My grandma always told me good recipes should be both tasty and nutritious—you shouldn't have to pick one. These brownies nail that idea. The first time I made them for a family get-together, my uncle (a serious chocolate fan) couldn't believe they weren't loaded with butter. That's when I knew I'd found a way to eat well without giving up the good stuff.

Tasty Ways To Enjoy
- Try them cold straight from the fridge for the most fudgy texture.
- Heat them slightly and top with some fresh berries for extra sweetness and color.
- Add a spoonful of extra Greek yogurt and a little honey drizzle for a fancier dessert option.
Smart Storage
- Keep cooled brownies in a sealed container in the fridge for up to 5 days.
- The cool temperature actually makes them more fudgy while keeping them safe because of the yogurt.
- To save them longer, wrap single pieces and freeze up to 3 months, then thaw in the fridge overnight when you want one.
Fun Twists To Try
- Throw in 1/2 teaspoon of espresso powder with your dry ingredients to boost chocolate flavor without tasting like coffee.
- Mix in 1/4 cup of chopped walnuts or pecans for some crunch and healthy fats.
- Add 1/4 teaspoon of mint extract and use mint dark chocolate chips for chocolate-mint brownies.

I've brought these brownies to everything from Tuesday night desserts to Christmas parties, and they always get thumbs up. What really makes them special is how they actually satisfy real chocolate cravings while still being pretty good for you. They show you can have your brownie and eat it too—no need to choose between yummy and healthy.
Frequently Asked Questions
- → Can I use vanilla or flavored Greek yogurt?
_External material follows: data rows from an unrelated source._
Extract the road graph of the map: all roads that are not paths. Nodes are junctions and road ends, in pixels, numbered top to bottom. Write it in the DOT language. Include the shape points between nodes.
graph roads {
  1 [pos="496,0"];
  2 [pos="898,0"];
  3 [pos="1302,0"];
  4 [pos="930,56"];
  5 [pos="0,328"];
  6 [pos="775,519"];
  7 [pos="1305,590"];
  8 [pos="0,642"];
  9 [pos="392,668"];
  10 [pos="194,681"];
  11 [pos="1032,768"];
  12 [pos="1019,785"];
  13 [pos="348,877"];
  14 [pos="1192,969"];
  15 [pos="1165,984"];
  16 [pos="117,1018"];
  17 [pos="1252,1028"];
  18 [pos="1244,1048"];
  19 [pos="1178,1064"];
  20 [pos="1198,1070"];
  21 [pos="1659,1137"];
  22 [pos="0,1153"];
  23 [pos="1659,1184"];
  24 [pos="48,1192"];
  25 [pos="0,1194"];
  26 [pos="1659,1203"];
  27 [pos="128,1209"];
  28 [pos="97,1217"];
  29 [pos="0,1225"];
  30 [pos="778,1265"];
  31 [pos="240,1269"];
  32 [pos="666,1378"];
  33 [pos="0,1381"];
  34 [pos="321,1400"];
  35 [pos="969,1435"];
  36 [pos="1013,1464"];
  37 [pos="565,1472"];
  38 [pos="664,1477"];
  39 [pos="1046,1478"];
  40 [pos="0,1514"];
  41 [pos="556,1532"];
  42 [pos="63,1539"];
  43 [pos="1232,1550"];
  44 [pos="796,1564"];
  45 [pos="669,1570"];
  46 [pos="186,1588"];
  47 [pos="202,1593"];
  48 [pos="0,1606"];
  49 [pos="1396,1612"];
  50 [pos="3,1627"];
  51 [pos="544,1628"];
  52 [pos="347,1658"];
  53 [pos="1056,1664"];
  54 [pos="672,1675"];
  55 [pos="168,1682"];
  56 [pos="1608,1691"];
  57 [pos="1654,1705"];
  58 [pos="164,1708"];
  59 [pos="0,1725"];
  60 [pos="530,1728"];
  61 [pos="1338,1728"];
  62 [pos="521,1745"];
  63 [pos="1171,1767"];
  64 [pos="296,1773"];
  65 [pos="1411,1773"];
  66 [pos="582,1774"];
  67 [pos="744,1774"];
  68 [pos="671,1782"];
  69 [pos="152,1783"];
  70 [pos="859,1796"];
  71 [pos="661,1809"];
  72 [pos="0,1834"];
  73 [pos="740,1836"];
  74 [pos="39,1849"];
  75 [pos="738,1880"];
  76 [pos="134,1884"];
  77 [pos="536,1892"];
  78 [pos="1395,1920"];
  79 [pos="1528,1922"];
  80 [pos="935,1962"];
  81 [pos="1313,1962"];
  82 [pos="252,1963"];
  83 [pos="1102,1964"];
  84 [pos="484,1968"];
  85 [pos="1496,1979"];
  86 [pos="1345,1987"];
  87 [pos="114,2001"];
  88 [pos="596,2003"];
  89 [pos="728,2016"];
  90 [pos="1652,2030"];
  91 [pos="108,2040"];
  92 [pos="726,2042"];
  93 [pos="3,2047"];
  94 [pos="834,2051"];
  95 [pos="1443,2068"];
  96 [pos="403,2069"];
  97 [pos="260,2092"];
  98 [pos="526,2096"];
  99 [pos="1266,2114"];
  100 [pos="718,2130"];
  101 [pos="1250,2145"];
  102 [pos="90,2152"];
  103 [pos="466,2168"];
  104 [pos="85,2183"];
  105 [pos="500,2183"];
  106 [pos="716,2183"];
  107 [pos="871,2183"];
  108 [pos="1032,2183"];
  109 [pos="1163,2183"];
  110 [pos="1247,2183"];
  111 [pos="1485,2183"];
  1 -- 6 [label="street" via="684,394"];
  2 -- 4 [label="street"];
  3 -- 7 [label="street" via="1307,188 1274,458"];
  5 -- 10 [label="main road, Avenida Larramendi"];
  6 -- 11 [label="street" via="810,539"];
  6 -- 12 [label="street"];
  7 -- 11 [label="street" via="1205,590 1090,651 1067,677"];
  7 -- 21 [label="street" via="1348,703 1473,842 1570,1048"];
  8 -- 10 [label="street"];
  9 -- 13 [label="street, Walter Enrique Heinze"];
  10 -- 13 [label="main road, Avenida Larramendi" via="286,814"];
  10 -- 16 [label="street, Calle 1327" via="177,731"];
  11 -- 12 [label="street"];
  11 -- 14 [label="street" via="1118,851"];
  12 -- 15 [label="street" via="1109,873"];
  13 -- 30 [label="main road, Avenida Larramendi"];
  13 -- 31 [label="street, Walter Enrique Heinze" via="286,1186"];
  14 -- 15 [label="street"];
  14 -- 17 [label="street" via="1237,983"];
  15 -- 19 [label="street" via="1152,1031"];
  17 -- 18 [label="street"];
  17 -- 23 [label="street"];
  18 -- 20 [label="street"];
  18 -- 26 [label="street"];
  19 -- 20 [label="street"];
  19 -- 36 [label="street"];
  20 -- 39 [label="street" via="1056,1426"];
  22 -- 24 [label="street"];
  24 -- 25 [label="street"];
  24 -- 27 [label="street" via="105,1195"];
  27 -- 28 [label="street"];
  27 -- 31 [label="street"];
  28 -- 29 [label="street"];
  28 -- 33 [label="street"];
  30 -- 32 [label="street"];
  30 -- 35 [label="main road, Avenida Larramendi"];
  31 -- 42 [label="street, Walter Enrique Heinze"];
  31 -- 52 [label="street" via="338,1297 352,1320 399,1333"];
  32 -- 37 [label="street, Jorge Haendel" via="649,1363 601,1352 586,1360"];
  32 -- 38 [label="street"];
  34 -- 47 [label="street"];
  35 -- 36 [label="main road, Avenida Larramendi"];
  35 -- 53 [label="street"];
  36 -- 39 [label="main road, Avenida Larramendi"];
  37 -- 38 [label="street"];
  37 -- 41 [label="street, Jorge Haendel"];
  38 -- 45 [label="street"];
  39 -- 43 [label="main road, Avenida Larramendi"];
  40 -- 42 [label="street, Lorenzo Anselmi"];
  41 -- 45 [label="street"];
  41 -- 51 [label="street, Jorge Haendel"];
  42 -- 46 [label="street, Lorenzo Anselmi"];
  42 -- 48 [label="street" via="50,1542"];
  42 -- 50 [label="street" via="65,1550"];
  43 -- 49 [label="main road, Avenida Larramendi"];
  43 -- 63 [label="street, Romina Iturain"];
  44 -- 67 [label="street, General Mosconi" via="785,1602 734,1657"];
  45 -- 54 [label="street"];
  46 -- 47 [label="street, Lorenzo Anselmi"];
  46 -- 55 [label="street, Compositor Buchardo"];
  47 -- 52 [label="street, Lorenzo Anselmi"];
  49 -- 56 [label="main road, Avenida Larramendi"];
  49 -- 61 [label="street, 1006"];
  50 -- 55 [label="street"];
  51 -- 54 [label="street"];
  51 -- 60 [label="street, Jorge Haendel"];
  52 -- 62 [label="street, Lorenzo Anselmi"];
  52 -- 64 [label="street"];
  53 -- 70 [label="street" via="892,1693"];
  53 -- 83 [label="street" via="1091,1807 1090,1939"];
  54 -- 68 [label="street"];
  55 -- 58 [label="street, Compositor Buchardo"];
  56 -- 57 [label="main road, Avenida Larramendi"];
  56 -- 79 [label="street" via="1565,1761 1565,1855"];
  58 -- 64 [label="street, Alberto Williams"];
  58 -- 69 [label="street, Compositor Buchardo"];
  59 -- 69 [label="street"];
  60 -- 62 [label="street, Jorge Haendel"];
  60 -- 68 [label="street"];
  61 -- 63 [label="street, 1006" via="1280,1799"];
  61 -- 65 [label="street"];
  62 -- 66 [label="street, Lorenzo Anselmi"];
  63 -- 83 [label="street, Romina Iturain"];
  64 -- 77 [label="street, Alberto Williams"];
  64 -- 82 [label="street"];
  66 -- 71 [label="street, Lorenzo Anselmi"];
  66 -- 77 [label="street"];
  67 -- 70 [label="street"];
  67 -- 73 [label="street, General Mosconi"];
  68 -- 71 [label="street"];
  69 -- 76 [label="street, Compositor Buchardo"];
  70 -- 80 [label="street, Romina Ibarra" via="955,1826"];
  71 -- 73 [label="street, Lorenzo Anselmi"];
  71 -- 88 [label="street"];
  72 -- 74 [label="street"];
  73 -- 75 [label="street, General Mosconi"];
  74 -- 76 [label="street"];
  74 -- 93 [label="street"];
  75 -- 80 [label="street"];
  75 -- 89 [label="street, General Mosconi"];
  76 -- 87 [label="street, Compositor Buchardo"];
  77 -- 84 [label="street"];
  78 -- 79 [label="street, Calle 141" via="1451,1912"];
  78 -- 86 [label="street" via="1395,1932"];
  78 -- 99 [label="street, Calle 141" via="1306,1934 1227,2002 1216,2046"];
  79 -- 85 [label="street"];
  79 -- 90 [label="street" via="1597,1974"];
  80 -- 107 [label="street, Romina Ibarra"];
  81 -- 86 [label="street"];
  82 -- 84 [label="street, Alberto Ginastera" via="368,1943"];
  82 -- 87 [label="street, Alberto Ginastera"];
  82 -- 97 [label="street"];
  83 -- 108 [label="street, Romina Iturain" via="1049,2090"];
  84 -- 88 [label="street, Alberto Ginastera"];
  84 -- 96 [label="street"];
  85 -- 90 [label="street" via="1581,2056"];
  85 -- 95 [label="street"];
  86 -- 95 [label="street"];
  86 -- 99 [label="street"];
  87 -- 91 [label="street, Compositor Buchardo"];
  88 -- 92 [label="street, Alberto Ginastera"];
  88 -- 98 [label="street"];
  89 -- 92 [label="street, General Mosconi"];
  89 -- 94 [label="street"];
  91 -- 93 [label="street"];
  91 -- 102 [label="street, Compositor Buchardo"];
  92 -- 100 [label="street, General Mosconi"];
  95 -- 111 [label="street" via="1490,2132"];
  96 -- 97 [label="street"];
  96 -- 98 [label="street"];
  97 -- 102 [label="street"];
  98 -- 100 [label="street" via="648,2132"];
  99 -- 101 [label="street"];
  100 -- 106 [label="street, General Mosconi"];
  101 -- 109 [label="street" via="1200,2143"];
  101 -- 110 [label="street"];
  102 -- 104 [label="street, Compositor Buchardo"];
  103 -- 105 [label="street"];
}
- Plain is the best choice, but vanilla works for a unique twist. Avoid fruity flavors since they clash with chocolate and add extra sugar.
- → What’s an alternative to monk fruit sweetener?
- You can swap in regular sugar, coconut sugar, or natural sweeteners like stevia or erythritol. Just remember, regular sugar means more calories.
- → Are these gluten-free?
- Yes, if you swap in certified gluten-free oat flour or a gluten-free mix instead of regular all-purpose flour.
- → I’m dairy-free. Can I swap out the yogurt?
- Try a dairy-free Greek-style yogurt made from almond, soy, or coconut. The texture might change, but it’s worth testing.
- → What’s the best way to store them?
- Keep in the fridge in a sealed container for about five days. They also freeze well for up to three months – just thaw and enjoy.